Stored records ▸
---
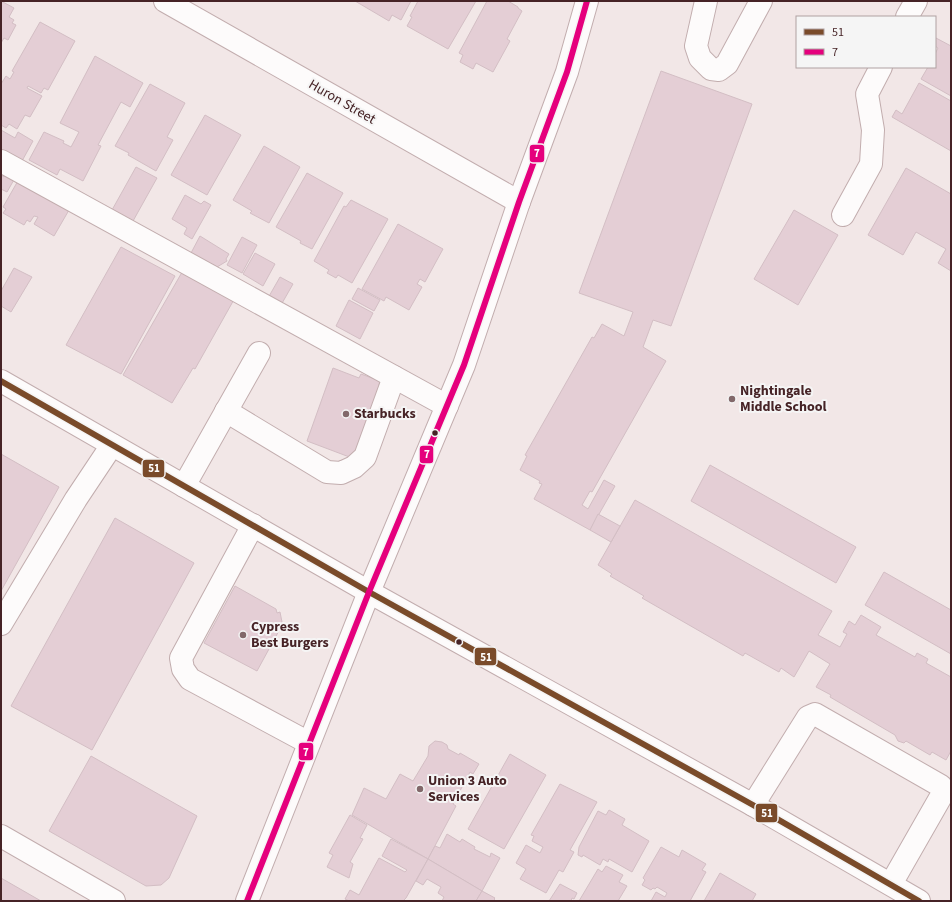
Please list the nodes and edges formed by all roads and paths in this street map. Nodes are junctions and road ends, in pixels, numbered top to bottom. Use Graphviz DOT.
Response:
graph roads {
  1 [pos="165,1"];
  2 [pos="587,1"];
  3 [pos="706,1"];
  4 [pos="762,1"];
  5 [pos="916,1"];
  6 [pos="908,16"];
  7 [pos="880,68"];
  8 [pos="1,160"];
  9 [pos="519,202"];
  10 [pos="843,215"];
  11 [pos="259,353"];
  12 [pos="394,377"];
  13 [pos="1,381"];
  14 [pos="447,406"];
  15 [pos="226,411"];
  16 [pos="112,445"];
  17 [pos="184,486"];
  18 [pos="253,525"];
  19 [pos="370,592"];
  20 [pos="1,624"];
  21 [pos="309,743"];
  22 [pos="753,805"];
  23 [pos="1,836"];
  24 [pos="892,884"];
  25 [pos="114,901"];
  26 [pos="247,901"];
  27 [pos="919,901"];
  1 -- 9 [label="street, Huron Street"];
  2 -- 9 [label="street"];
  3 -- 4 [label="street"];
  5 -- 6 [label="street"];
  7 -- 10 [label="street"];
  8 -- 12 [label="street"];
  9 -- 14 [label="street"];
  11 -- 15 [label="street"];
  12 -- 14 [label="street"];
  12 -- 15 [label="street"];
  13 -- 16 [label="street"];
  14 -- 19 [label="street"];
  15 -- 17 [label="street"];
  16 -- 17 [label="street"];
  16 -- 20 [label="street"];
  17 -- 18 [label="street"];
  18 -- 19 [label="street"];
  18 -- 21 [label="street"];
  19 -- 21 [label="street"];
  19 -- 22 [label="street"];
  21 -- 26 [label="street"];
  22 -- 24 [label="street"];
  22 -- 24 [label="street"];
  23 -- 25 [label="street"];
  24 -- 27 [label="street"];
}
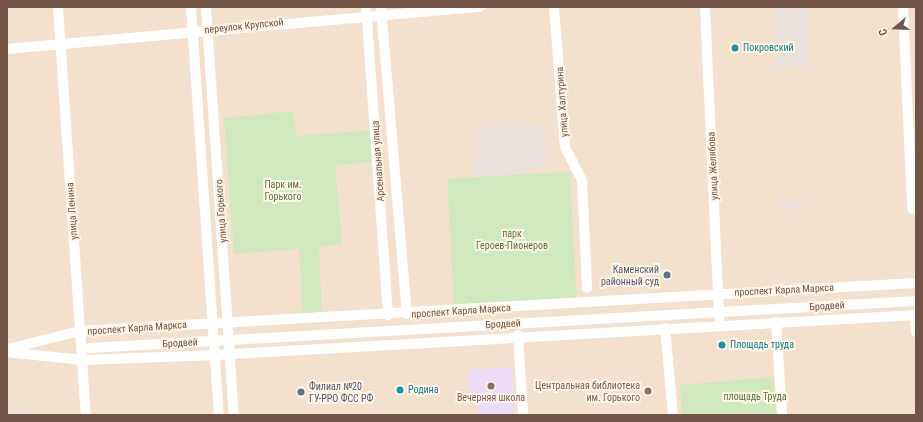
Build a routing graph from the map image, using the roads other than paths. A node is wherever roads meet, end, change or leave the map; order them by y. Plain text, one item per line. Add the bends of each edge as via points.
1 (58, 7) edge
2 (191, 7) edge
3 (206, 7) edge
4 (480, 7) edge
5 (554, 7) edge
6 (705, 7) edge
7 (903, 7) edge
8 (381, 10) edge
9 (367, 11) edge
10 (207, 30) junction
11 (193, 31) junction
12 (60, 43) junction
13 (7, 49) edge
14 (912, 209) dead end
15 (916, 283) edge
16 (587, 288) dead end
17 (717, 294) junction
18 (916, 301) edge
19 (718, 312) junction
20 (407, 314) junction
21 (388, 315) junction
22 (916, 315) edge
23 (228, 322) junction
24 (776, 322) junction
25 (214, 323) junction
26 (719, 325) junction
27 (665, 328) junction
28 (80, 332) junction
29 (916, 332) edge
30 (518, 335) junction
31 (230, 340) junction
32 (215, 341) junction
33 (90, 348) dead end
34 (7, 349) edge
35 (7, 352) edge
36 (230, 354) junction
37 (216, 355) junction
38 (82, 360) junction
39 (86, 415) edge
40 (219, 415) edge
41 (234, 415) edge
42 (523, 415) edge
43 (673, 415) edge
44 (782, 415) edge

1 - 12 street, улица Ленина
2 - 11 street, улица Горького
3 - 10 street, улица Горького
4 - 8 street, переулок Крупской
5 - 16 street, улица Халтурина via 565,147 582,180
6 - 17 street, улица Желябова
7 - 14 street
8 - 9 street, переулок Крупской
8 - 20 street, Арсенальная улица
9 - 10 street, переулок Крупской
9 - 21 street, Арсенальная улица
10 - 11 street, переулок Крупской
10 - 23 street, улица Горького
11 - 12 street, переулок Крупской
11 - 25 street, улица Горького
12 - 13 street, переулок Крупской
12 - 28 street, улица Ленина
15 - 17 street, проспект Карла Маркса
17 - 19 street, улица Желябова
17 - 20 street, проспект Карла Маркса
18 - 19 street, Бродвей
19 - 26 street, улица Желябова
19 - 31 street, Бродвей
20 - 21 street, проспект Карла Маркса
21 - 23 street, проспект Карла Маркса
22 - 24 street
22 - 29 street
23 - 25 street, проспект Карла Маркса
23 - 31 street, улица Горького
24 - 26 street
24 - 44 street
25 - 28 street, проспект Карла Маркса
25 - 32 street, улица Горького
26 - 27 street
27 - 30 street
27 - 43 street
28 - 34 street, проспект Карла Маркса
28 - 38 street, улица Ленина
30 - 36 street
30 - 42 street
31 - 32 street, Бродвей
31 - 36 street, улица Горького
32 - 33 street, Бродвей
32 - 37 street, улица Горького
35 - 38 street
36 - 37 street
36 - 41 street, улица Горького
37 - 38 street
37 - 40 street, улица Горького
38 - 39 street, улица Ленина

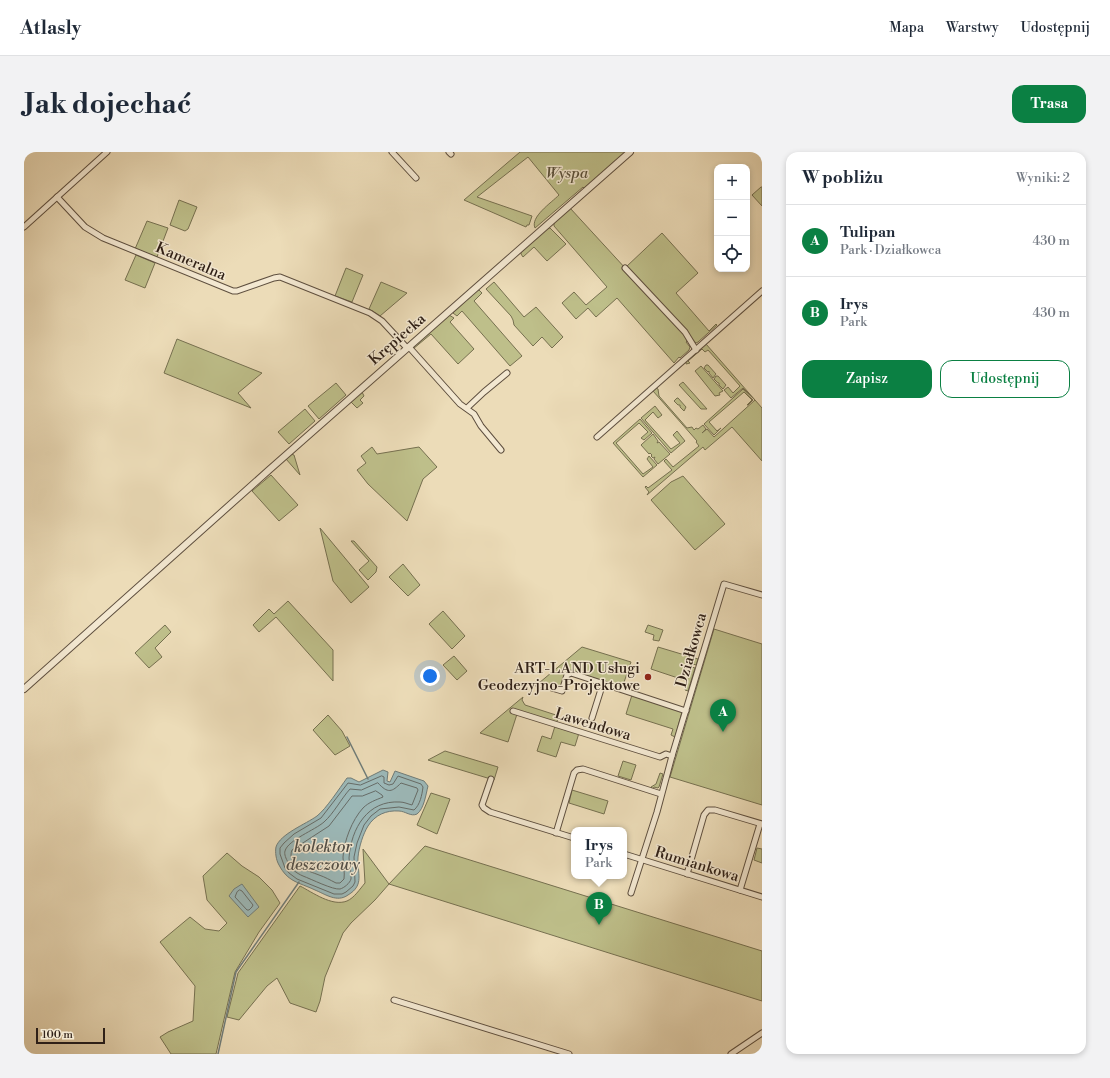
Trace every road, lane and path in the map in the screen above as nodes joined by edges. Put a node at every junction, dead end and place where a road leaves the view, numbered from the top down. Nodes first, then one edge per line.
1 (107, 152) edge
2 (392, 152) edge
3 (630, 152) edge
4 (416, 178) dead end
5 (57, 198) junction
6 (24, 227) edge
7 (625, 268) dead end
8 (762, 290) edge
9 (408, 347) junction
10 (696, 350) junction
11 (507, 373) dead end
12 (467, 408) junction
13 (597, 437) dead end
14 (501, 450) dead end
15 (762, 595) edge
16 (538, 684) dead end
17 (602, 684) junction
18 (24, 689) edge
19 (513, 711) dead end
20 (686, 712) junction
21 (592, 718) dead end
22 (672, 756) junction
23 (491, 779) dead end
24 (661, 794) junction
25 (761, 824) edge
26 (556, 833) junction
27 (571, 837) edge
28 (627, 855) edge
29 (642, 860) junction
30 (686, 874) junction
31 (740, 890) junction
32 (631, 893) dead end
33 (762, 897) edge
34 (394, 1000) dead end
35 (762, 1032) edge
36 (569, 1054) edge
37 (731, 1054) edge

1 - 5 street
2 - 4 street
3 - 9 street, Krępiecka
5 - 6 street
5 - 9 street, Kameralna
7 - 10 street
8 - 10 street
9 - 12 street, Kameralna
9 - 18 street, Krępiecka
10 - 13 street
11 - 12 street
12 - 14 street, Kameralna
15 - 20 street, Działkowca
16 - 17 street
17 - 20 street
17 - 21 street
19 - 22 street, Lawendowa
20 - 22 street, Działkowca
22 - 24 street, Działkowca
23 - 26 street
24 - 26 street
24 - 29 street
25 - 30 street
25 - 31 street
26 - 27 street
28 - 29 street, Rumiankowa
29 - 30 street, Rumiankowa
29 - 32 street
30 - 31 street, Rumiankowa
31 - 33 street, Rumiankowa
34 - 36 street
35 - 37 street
---
Keep the pictures out and transcribe the entries exactly.

EXERCISE RESULT ▸
Please list the nodes and edges formed by all roads and paths in this street map. Nodes are junctions and road ends, in pixels, numbered top to bottom. Use Graphviz DOT.
Response:
graph roads {
  1 [pos="165,1"];
  2 [pos="587,1"];
  3 [pos="706,1"];
  4 [pos="762,1"];
  5 [pos="916,1"];
  6 [pos="908,16"];
  7 [pos="880,68"];
  8 [pos="1,160"];
  9 [pos="519,202"];
  10 [pos="843,215"];
  11 [pos="259,353"];
  12 [pos="394,377"];
  13 [pos="1,381"];
  14 [pos="447,406"];
  15 [pos="226,411"];
  16 [pos="112,445"];
  17 [pos="184,486"];
  18 [pos="253,525"];
  19 [pos="370,592"];
  20 [pos="1,624"];
  21 [pos="309,743"];
  22 [pos="753,805"];
  23 [pos="1,836"];
  24 [pos="892,884"];
  25 [pos="114,901"];
  26 [pos="247,901"];
  27 [pos="919,901"];
  1 -- 9 [label="street, Huron Street"];
  2 -- 9 [label="street"];
  3 -- 4 [label="street"];
  5 -- 6 [label="street"];
  7 -- 10 [label="street"];
  8 -- 12 [label="street"];
  9 -- 14 [label="street"];
  11 -- 15 [label="street"];
  12 -- 14 [label="street"];
  12 -- 15 [label="street"];
  13 -- 16 [label="street"];
  14 -- 19 [label="street"];
  15 -- 17 [label="street"];
  16 -- 17 [label="street"];
  16 -- 20 [label="street"];
  17 -- 18 [label="street"];
  18 -- 19 [label="street"];
  18 -- 21 [label="street"];
  19 -- 21 [label="street"];
  19 -- 22 [label="street"];
  21 -- 26 [label="street"];
  22 -- 24 [label="street"];
  22 -- 24 [label="street"];
  23 -- 25 [label="street"];
  24 -- 27 [label="street"];
}
Build a routing graph from the map image, using the roads other than paths. A node is wherever roads meet, end, change or leave the map; order them by y. Plain text, one item per line. Add the bends of each edge as via points.
1 (58, 7) edge
2 (191, 7) edge
3 (206, 7) edge
4 (480, 7) edge
5 (554, 7) edge
6 (705, 7) edge
7 (903, 7) edge
8 (381, 10) edge
9 (367, 11) edge
10 (207, 30) junction
11 (193, 31) junction
12 (60, 43) junction
13 (7, 49) edge
14 (912, 209) dead end
15 (916, 283) edge
16 (587, 288) dead end
17 (717, 294) junction
18 (916, 301) edge
19 (718, 312) junction
20 (407, 314) junction
21 (388, 315) junction
22 (916, 315) edge
23 (228, 322) junction
24 (776, 322) junction
25 (214, 323) junction
26 (719, 325) junction
27 (665, 328) junction
28 (80, 332) junction
29 (916, 332) edge
30 (518, 335) junction
31 (230, 340) junction
32 (215, 341) junction
33 (90, 348) dead end
34 (7, 349) edge
35 (7, 352) edge
36 (230, 354) junction
37 (216, 355) junction
38 (82, 360) junction
39 (86, 415) edge
40 (219, 415) edge
41 (234, 415) edge
42 (523, 415) edge
43 (673, 415) edge
44 (782, 415) edge

1 - 12 street, улица Ленина
2 - 11 street, улица Горького
3 - 10 street, улица Горького
4 - 8 street, переулок Крупской
5 - 16 street, улица Халтурина via 565,147 582,180
6 - 17 street, улица Желябова
7 - 14 street
8 - 9 street, переулок Крупской
8 - 20 street, Арсенальная улица
9 - 10 street, переулок Крупской
9 - 21 street, Арсенальная улица
10 - 11 street, переулок Крупской
10 - 23 street, улица Горького
11 - 12 street, переулок Крупской
11 - 25 street, улица Горького
12 - 13 street, переулок Крупской
12 - 28 street, улица Ленина
15 - 17 street, проспект Карла Маркса
17 - 19 street, улица Желябова
17 - 20 street, проспект Карла Маркса
18 - 19 street, Бродвей
19 - 26 street, улица Желябова
19 - 31 street, Бродвей
20 - 21 street, проспект Карла Маркса
21 - 23 street, проспект Карла Маркса
22 - 24 street
22 - 29 street
23 - 25 street, проспект Карла Маркса
23 - 31 street, улица Горького
24 - 26 street
24 - 44 street
25 - 28 street, проспект Карла Маркса
25 - 32 street, улица Горького
26 - 27 street
27 - 30 street
27 - 43 street
28 - 34 street, проспект Карла Маркса
28 - 38 street, улица Ленина
30 - 36 street
30 - 42 street
31 - 32 street, Бродвей
31 - 36 street, улица Горького
32 - 33 street, Бродвей
32 - 37 street, улица Горького
35 - 38 street
36 - 37 street
36 - 41 street, улица Горького
37 - 38 street
37 - 40 street, улица Горького
38 - 39 street, улица Ленина

Trace every road, lane and path in the map in the screen above as nodes joined by edges. Put a node at every junction, dead end and place where a road leaves the view, numbered from the top down. Nodes first, then one edge per line.
1 (107, 152) edge
2 (392, 152) edge
3 (630, 152) edge
4 (416, 178) dead end
5 (57, 198) junction
6 (24, 227) edge
7 (625, 268) dead end
8 (762, 290) edge
9 (408, 347) junction
10 (696, 350) junction
11 (507, 373) dead end
12 (467, 408) junction
13 (597, 437) dead end
14 (501, 450) dead end
15 (762, 595) edge
16 (538, 684) dead end
17 (602, 684) junction
18 (24, 689) edge
19 (513, 711) dead end
20 (686, 712) junction
21 (592, 718) dead end
22 (672, 756) junction
23 (491, 779) dead end
24 (661, 794) junction
25 (761, 824) edge
26 (556, 833) junction
27 (571, 837) edge
28 (627, 855) edge
29 (642, 860) junction
30 (686, 874) junction
31 (740, 890) junction
32 (631, 893) dead end
33 (762, 897) edge
34 (394, 1000) dead end
35 (762, 1032) edge
36 (569, 1054) edge
37 (731, 1054) edge

1 - 5 street
2 - 4 street
3 - 9 street, Krępiecka
5 - 6 street
5 - 9 street, Kameralna
7 - 10 street
8 - 10 street
9 - 12 street, Kameralna
9 - 18 street, Krępiecka
10 - 13 street
11 - 12 street
12 - 14 street, Kameralna
15 - 20 street, Działkowca
16 - 17 street
17 - 20 street
17 - 21 street
19 - 22 street, Lawendowa
20 - 22 street, Działkowca
22 - 24 street, Działkowca
23 - 26 street
24 - 26 street
24 - 29 street
25 - 30 street
25 - 31 street
26 - 27 street
28 - 29 street, Rumiankowa
29 - 30 street, Rumiankowa
29 - 32 street
30 - 31 street, Rumiankowa
31 - 33 street, Rumiankowa
34 - 36 street
35 - 37 street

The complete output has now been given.